Updated by normalperson (Eric Wong) about 6 years ago
- Status changed from Open to Closed
Applied in changeset trunk|r65371.
hash.c: aset deduplicates un-tainted string
We revisit [Bug #9188] since st.c is much improved since then,
and benchmarks against so_k_nucleotide seem to indicate little
or no performance change compared to before.
[ruby-core:89555] [Feature #15251]
From: Anmol Chopra chopraanmol1@gmail.com
Updated by normalperson (Eric Wong) about 6 years ago
chopraanmol1@gmail.com wrote:
I think so far it looks good, let me know if I did something wrong while running the above benchmark.
I agree, so I've committed your patch as-is for r65371.

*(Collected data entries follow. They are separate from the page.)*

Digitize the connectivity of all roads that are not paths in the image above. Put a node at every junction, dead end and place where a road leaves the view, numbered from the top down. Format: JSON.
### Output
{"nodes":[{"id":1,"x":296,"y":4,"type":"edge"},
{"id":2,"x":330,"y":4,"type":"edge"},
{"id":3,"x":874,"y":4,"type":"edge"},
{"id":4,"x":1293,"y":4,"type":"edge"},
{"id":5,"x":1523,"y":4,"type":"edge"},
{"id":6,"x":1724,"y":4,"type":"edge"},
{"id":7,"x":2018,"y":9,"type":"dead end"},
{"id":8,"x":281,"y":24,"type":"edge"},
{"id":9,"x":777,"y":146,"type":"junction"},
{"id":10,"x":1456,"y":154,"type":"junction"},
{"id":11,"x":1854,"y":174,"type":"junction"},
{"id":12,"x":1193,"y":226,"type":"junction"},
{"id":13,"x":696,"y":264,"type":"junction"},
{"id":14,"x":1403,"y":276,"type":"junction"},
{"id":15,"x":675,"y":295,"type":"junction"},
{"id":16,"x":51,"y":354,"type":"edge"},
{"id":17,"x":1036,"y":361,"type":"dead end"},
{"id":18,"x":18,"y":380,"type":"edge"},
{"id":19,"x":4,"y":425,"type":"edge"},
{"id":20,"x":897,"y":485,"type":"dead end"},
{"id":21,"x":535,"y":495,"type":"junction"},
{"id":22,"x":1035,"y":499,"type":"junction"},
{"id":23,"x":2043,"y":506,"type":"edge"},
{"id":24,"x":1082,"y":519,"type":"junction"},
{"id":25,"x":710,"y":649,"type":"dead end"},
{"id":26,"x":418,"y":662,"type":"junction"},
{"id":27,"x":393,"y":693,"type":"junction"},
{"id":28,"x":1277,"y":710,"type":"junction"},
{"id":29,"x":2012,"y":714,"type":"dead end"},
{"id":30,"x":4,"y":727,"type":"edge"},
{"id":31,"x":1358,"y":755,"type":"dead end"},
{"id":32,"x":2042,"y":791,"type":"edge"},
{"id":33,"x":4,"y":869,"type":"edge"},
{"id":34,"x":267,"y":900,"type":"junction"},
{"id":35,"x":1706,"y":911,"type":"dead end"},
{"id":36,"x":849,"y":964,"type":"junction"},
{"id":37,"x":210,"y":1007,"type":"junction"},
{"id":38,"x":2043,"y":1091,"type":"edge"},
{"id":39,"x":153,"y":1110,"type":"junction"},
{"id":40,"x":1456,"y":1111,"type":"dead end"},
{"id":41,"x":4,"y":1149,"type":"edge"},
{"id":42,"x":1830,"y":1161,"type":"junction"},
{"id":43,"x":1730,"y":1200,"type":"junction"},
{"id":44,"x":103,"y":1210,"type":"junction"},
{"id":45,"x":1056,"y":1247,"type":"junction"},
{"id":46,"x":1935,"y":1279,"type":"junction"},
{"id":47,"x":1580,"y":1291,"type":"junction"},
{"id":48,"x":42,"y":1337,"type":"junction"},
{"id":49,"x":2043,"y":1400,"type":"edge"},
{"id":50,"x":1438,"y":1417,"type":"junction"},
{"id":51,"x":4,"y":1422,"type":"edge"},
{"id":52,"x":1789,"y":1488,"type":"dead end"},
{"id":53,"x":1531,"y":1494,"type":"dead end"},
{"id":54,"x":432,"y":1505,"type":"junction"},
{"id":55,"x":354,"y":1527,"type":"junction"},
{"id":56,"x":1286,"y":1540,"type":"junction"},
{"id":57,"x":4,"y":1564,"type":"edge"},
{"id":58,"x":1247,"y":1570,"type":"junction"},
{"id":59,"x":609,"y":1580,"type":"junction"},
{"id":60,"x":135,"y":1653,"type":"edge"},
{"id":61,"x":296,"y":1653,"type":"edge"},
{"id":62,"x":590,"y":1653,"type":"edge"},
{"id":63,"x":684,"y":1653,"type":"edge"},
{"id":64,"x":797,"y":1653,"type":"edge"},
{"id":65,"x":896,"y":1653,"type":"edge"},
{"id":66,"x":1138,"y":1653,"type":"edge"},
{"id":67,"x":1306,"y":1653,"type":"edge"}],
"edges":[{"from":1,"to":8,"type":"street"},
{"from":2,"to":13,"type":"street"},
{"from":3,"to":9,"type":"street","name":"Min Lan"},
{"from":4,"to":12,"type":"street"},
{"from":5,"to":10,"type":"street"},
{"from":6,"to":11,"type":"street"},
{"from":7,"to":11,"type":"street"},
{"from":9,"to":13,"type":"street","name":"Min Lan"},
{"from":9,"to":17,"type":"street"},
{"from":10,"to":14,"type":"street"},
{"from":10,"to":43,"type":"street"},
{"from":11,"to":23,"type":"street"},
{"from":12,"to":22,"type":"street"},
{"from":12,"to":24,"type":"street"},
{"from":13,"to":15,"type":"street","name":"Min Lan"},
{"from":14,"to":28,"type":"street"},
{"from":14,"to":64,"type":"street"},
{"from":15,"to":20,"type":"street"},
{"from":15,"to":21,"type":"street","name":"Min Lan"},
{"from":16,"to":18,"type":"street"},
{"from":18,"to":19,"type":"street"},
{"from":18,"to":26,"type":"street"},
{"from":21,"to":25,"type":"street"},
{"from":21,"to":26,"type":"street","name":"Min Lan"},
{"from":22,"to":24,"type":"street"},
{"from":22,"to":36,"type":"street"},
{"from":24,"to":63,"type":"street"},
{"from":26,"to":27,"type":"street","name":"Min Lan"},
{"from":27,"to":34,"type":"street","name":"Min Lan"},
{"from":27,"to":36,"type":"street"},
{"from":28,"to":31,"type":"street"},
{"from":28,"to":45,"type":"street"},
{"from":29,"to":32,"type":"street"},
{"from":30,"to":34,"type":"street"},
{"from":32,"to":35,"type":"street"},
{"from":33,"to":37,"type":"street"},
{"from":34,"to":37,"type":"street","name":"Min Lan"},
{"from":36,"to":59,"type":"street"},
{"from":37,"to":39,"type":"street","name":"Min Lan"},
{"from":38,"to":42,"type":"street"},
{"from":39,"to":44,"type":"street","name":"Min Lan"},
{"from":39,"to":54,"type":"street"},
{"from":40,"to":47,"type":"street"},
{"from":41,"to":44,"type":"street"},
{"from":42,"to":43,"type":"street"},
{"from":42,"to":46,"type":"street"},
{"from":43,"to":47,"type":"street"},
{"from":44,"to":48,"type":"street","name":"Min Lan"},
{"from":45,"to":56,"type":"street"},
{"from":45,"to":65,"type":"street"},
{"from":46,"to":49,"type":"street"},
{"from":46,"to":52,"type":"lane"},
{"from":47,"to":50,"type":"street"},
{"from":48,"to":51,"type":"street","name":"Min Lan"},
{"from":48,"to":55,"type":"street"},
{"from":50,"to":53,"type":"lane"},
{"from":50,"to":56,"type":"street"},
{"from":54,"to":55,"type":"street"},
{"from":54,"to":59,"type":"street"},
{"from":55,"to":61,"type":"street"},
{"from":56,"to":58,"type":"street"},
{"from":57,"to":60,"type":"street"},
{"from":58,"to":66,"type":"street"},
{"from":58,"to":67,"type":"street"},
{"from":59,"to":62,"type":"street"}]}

I wanted to try a shorter patch:
https://80x24.org/spew/20181026050908.1183-1-e@80x24.org/raw
But I got some spec failures due to singleton class (below). I
haven't investigated, yet, but I think there may be an existing
bug in hash.c, because my shorter patch ought to work...
Hash#[]= duplicates string keys using dup semantics FAILED
Expected "bar"
to equal "oof"
ruby/spec/ruby/core/hash/shared/store.rb:16:in block (2 levels) in <top (required)>' ruby/spec/ruby/core/hash/element_set_spec.rb:5:in
<top (required)>'
Hash#store duplicates string keys using dup semantics FAILED
Expected "bar"
to equal "oof"
ruby/spec/ruby/core/hash/shared/store.rb:16:in block (2 levels) in <top (required)>' ruby/spec/ruby/core/hash/store_spec.rb:5:in
<top (required)>'
Updated by normalperson (Eric Wong) about 6 years ago
But I got some spec failures due to singleton class (below). I
haven't investigated, yet, but I think there may be an existing
bug in hash.c, because my shorter patch ought to work...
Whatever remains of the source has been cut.